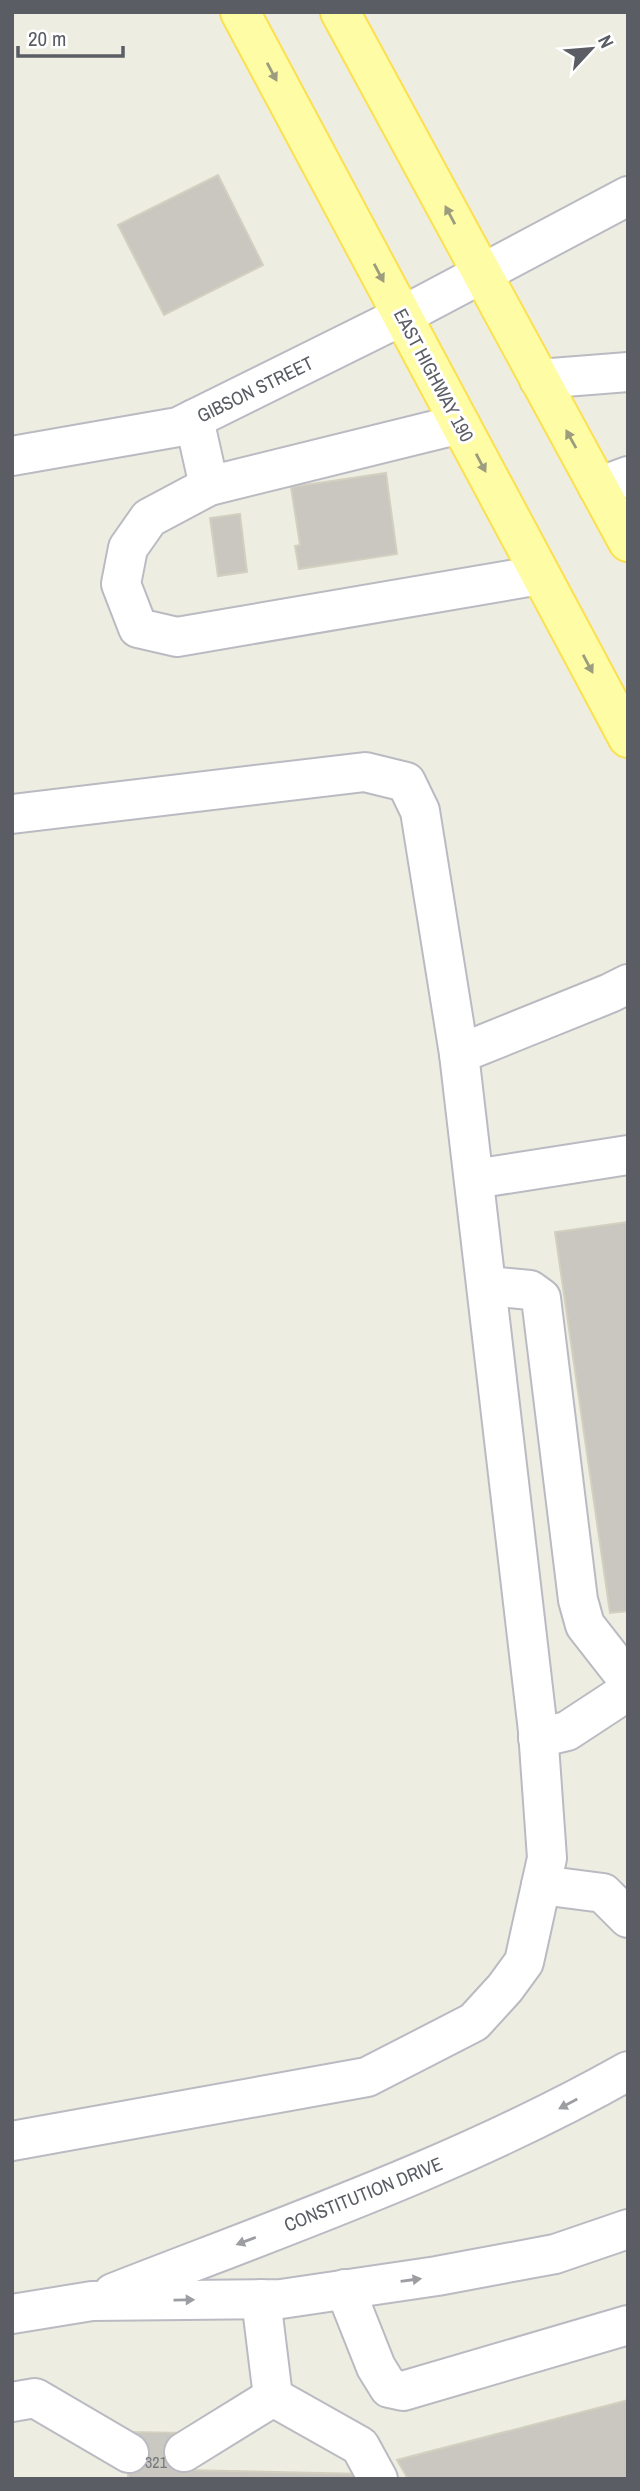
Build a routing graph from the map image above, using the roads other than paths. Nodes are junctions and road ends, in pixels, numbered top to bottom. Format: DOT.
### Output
graph roads {
  1 [pos="240,12"];
  2 [pos="341,12"];
  3 [pos="628,196"];
  4 [pos="482,275"];
  5 [pos="402,316"];
  6 [pos="628,372"];
  7 [pos="539,379"];
  8 [pos="194,419"];
  9 [pos="460,424"];
  10 [pos="12,456"];
  11 [pos="613,482"];
  12 [pos="209,486"];
  13 [pos="628,542"];
  14 [pos="540,575"];
  15 [pos="628,738"];
  16 [pos="12,814"];
  17 [pos="628,984"];
  18 [pos="459,1054"];
  19 [pos="628,1155"];
  20 [pos="474,1179"];
  21 [pos="487,1286"];
  22 [pos="628,1680"];
  23 [pos="628,1691"];
  24 [pos="538,1738"];
  25 [pos="541,1885"];
  26 [pos="628,1918"];
  27 [pos="628,2071"];
  28 [pos="12,2141"];
  29 [pos="628,2230"];
  30 [pos="345,2289"];
  31 [pos="261,2299"];
  32 [pos="92,2301"];
  33 [pos="12,2314"];
  34 [pos="628,2325"];
  35 [pos="273,2397"];
  36 [pos="12,2402"];
  37 [pos="184,2452"];
  38 [pos="129,2453"];
  39 [pos="378,2479"];
  1 -- 5 [label="main road, EAST HIGHWAY 190, one-way"];
  4 -- 2 [label="main road, one-way"];
  3 -- 4 [label="street, GIBSON STREET"];
  4 -- 5 [label="street, GIBSON STREET"];
  4 -- 7 [label="main road"];
  5 -- 8 [label="street, GIBSON STREET"];
  5 -- 9 [label="main road, EAST HIGHWAY 190"];
  6 -- 7 [label="street"];
  11 -- 7 [label="main road, one-way"];
  8 -- 10 [label="street, GIBSON STREET"];
  8 -- 12 [label="street"];
  9 -- 12 [label="street"];
  9 -- 14 [label="main road, EAST HIGHWAY 190, one-way"];
  11 -- 13 [label="main road"];
  12 -- 14 [label="street"];
  14 -- 15 [label="main road, EAST HIGHWAY 190, one-way"];
  16 -- 18 [label="street"];
  17 -- 18 [label="street"];
  18 -- 20 [label="street"];
  19 -- 20 [label="street"];
  20 -- 21 [label="street"];
  21 -- 22 [label="street"];
  21 -- 24 [label="street"];
  23 -- 24 [label="street"];
  24 -- 25 [label="street"];
  25 -- 26 [label="street"];
  25 -- 28 [label="street"];
  27 -- 32 [label="street, CONSTITUTION DRIVE, one-way"];
  30 -- 29 [label="street, CONSTITUTION DRIVE, one-way"];
  30 -- 31 [label="street, CONSTITUTION DRIVE"];
  30 -- 34 [label="street"];
  32 -- 31 [label="street, CONSTITUTION DRIVE, one-way"];
  31 -- 35 [label="street"];
  32 -- 33 [label="street, CONSTITUTION DRIVE"];
  35 -- 37 [label="street"];
  35 -- 39 [label="street"];
  36 -- 38 [label="street"];
}
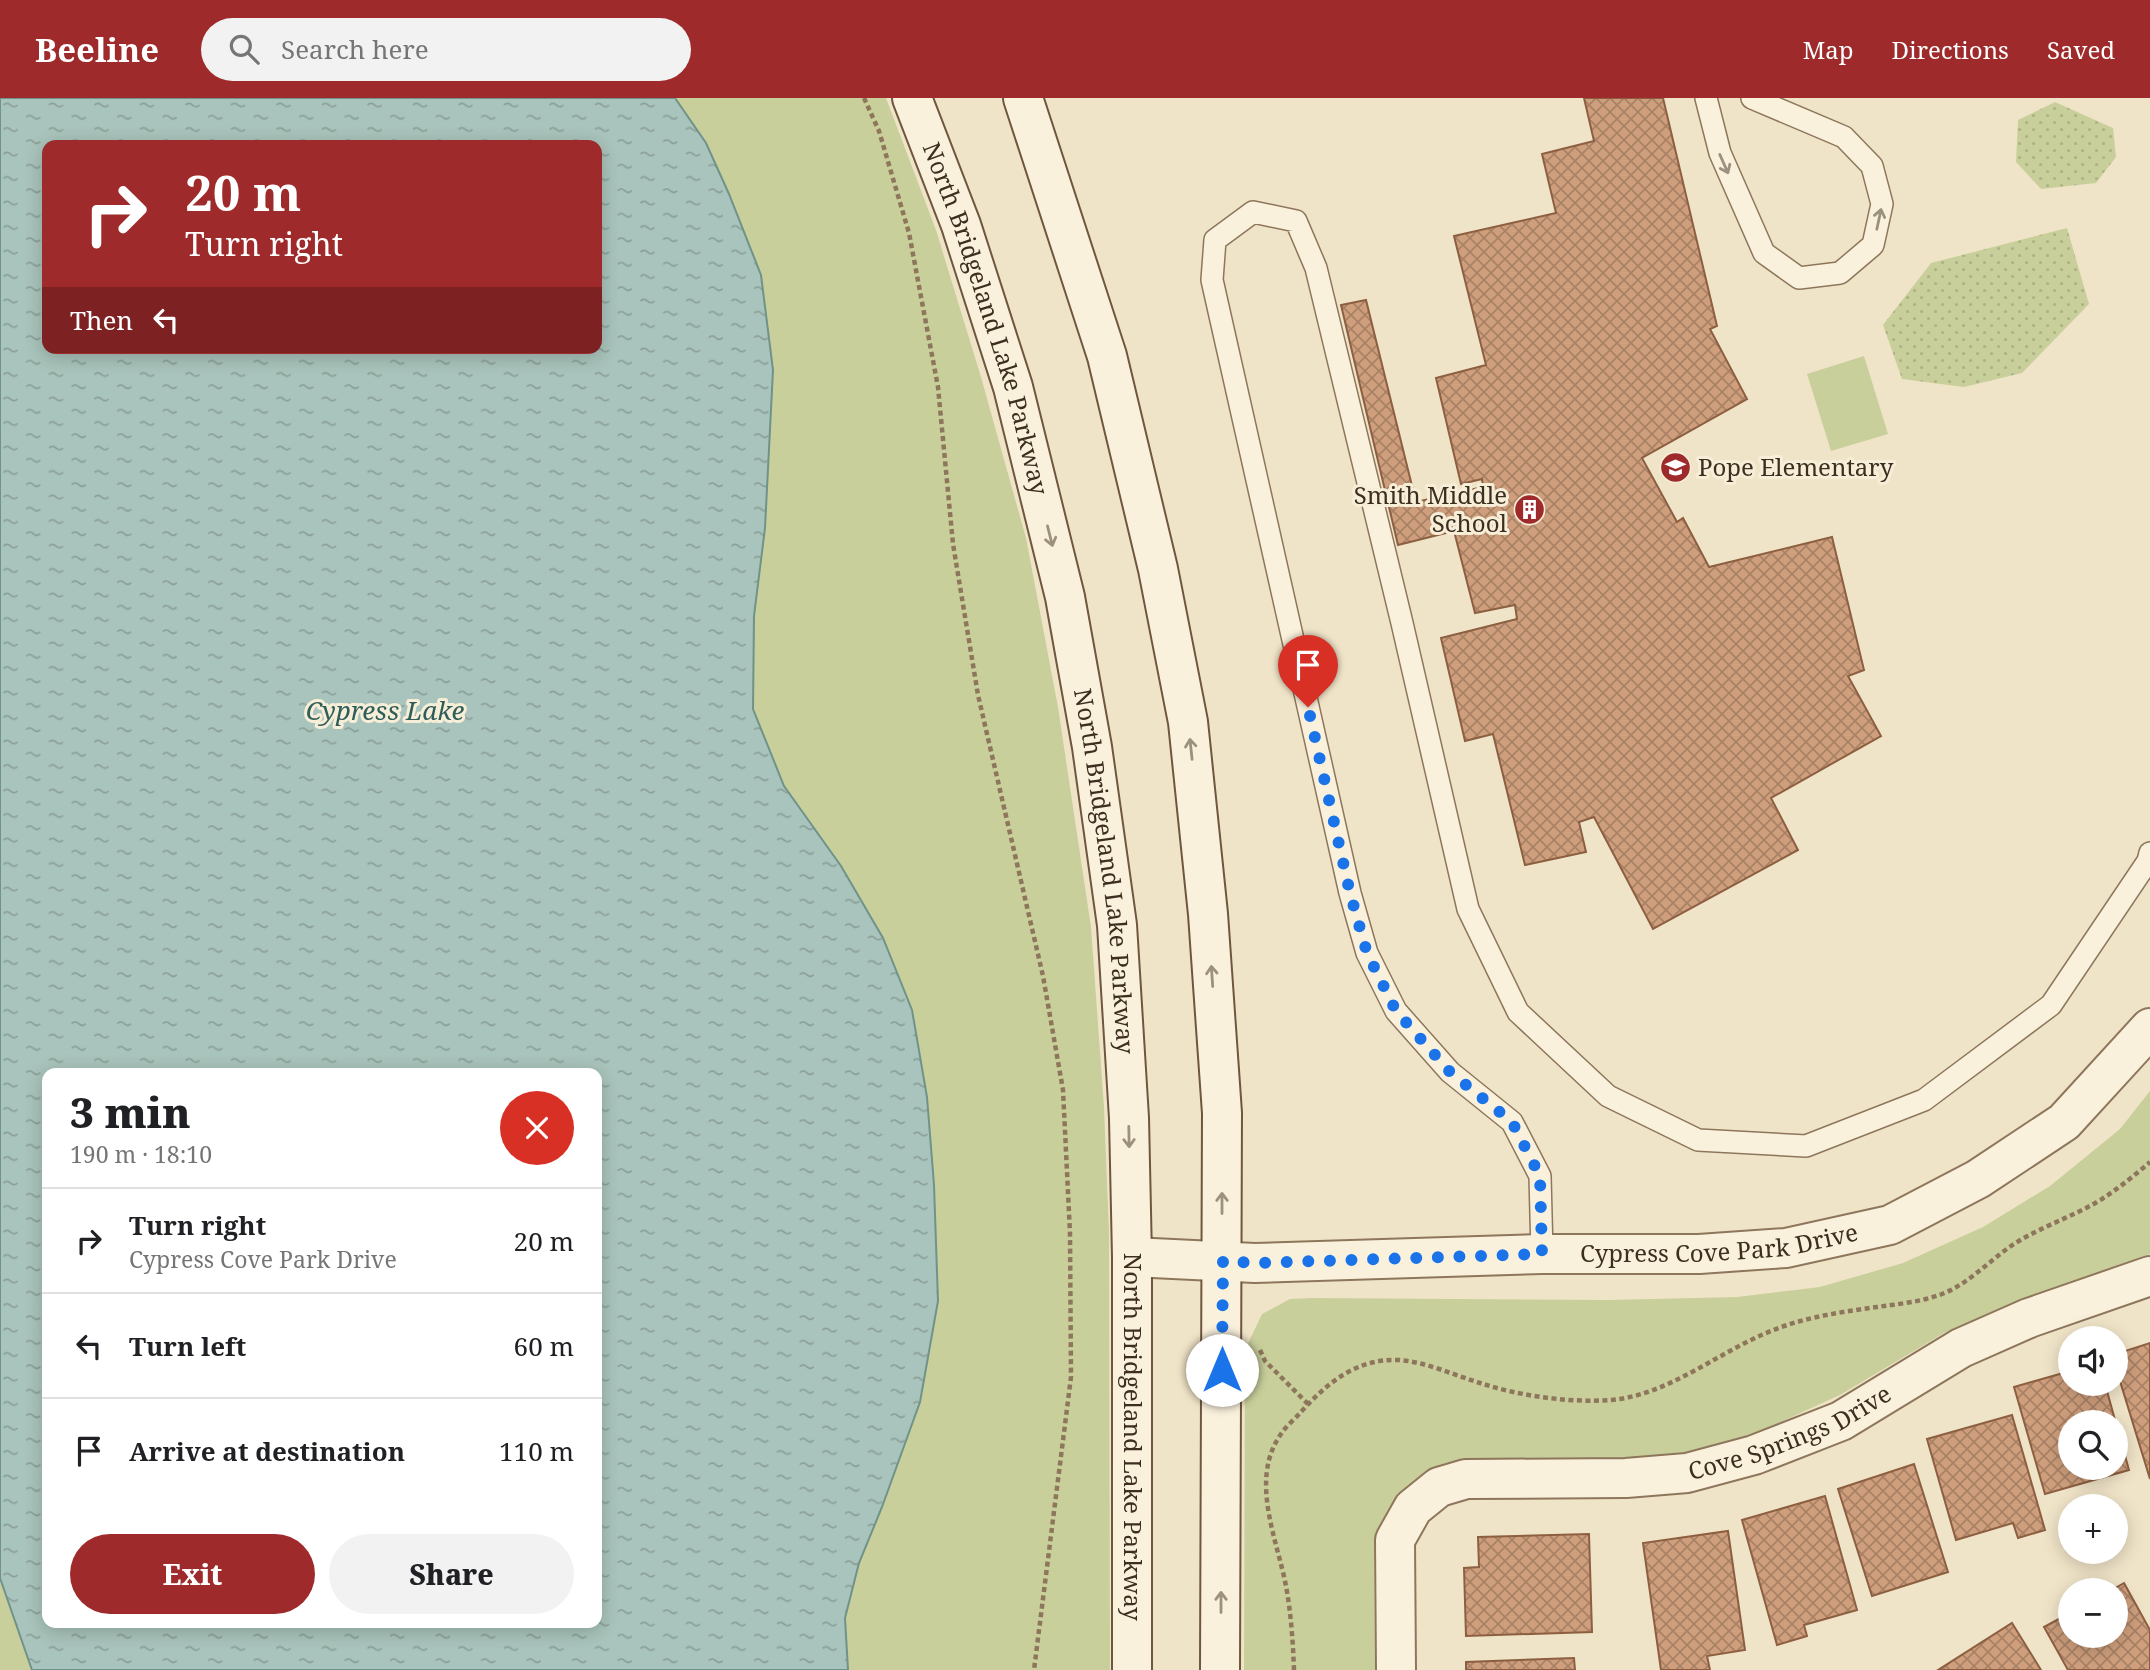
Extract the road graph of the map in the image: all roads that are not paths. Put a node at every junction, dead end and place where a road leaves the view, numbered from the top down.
1 (912, 98) edge
2 (1023, 98) edge
3 (1706, 98) edge
4 (1752, 98) edge
5 (2150, 853) edge
6 (2150, 1028) edge
7 (1542, 1254) junction
8 (1132, 1257) junction
9 (1223, 1261) junction
10 (2150, 1276) edge
11 (1132, 1670) edge
12 (1220, 1670) edge
13 (1396, 1670) edge

1 -> 8 main road, North Bridgeland Lake Parkway
9 -> 2 main road
3 -> 4 lane
5 - 7 lane
6 - 7 main road, Cypress Cove Park Drive
7 - 9 main road, Cypress Cove Park Drive
8 - 9 main road, Cypress Cove Park Drive
8 - 11 main road, North Bridgeland Lake Parkway
12 -> 9 main road
10 - 13 main road, Cove Springs Drive

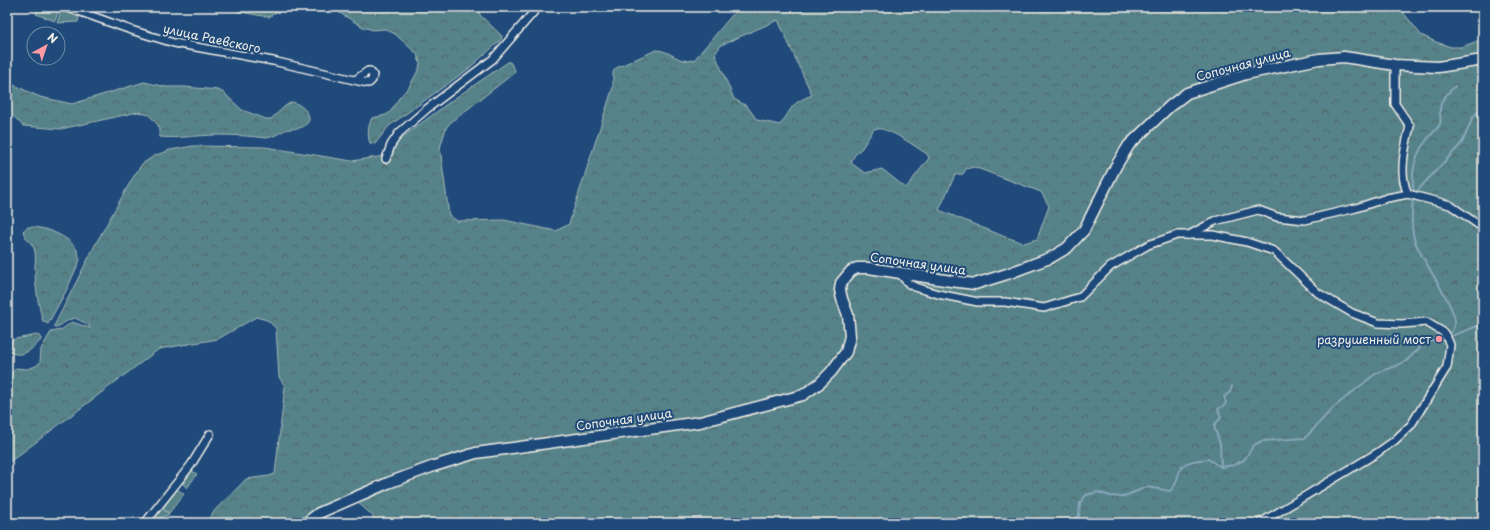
------------------------
### Task directions
Produce an exact reprint of the entries, dropping the images.

### Task result
Build a routing graph from the map image above, using the roads other than paths. Nodes are junctions and road ends, in pixels, numbered top to bottom. Format: DOT.
### Output
graph roads {
  1 [pos="240,12"];
  2 [pos="341,12"];
  3 [pos="628,196"];
  4 [pos="482,275"];
  5 [pos="402,316"];
  6 [pos="628,372"];
  7 [pos="539,379"];
  8 [pos="194,419"];
  9 [pos="460,424"];
  10 [pos="12,456"];
  11 [pos="613,482"];
  12 [pos="209,486"];
  13 [pos="628,542"];
  14 [pos="540,575"];
  15 [pos="628,738"];
  16 [pos="12,814"];
  17 [pos="628,984"];
  18 [pos="459,1054"];
  19 [pos="628,1155"];
  20 [pos="474,1179"];
  21 [pos="487,1286"];
  22 [pos="628,1680"];
  23 [pos="628,1691"];
  24 [pos="538,1738"];
  25 [pos="541,1885"];
  26 [pos="628,1918"];
  27 [pos="628,2071"];
  28 [pos="12,2141"];
  29 [pos="628,2230"];
  30 [pos="345,2289"];
  31 [pos="261,2299"];
  32 [pos="92,2301"];
  33 [pos="12,2314"];
  34 [pos="628,2325"];
  35 [pos="273,2397"];
  36 [pos="12,2402"];
  37 [pos="184,2452"];
  38 [pos="129,2453"];
  39 [pos="378,2479"];
  1 -- 5 [label="main road, EAST HIGHWAY 190, one-way"];
  4 -- 2 [label="main road, one-way"];
  3 -- 4 [label="street, GIBSON STREET"];
  4 -- 5 [label="street, GIBSON STREET"];
  4 -- 7 [label="main road"];
  5 -- 8 [label="street, GIBSON STREET"];
  5 -- 9 [label="main road, EAST HIGHWAY 190"];
  6 -- 7 [label="street"];
  11 -- 7 [label="main road, one-way"];
  8 -- 10 [label="street, GIBSON STREET"];
  8 -- 12 [label="street"];
  9 -- 12 [label="street"];
  9 -- 14 [label="main road, EAST HIGHWAY 190, one-way"];
  11 -- 13 [label="main road"];
  12 -- 14 [label="street"];
  14 -- 15 [label="main road, EAST HIGHWAY 190, one-way"];
  16 -- 18 [label="street"];
  17 -- 18 [label="street"];
  18 -- 20 [label="street"];
  19 -- 20 [label="street"];
  20 -- 21 [label="street"];
  21 -- 22 [label="street"];
  21 -- 24 [label="street"];
  23 -- 24 [label="street"];
  24 -- 25 [label="street"];
  25 -- 26 [label="street"];
  25 -- 28 [label="street"];
  27 -- 32 [label="street, CONSTITUTION DRIVE, one-way"];
  30 -- 29 [label="street, CONSTITUTION DRIVE, one-way"];
  30 -- 31 [label="street, CONSTITUTION DRIVE"];
  30 -- 34 [label="street"];
  32 -- 31 [label="street, CONSTITUTION DRIVE, one-way"];
  31 -- 35 [label="street"];
  32 -- 33 [label="street, CONSTITUTION DRIVE"];
  35 -- 37 [label="street"];
  35 -- 39 [label="street"];
  36 -- 38 [label="street"];
}
Extract the road graph of the map in the image: all roads that are not paths. Put a node at every junction, dead end and place where a road leaves the view, numbered from the top down.
1 (912, 98) edge
2 (1023, 98) edge
3 (1706, 98) edge
4 (1752, 98) edge
5 (2150, 853) edge
6 (2150, 1028) edge
7 (1542, 1254) junction
8 (1132, 1257) junction
9 (1223, 1261) junction
10 (2150, 1276) edge
11 (1132, 1670) edge
12 (1220, 1670) edge
13 (1396, 1670) edge

1 -> 8 main road, North Bridgeland Lake Parkway
9 -> 2 main road
3 -> 4 lane
5 - 7 lane
6 - 7 main road, Cypress Cove Park Drive
7 - 9 main road, Cypress Cove Park Drive
8 - 9 main road, Cypress Cove Park Drive
8 - 11 main road, North Bridgeland Lake Parkway
12 -> 9 main road
10 - 13 main road, Cove Springs Drive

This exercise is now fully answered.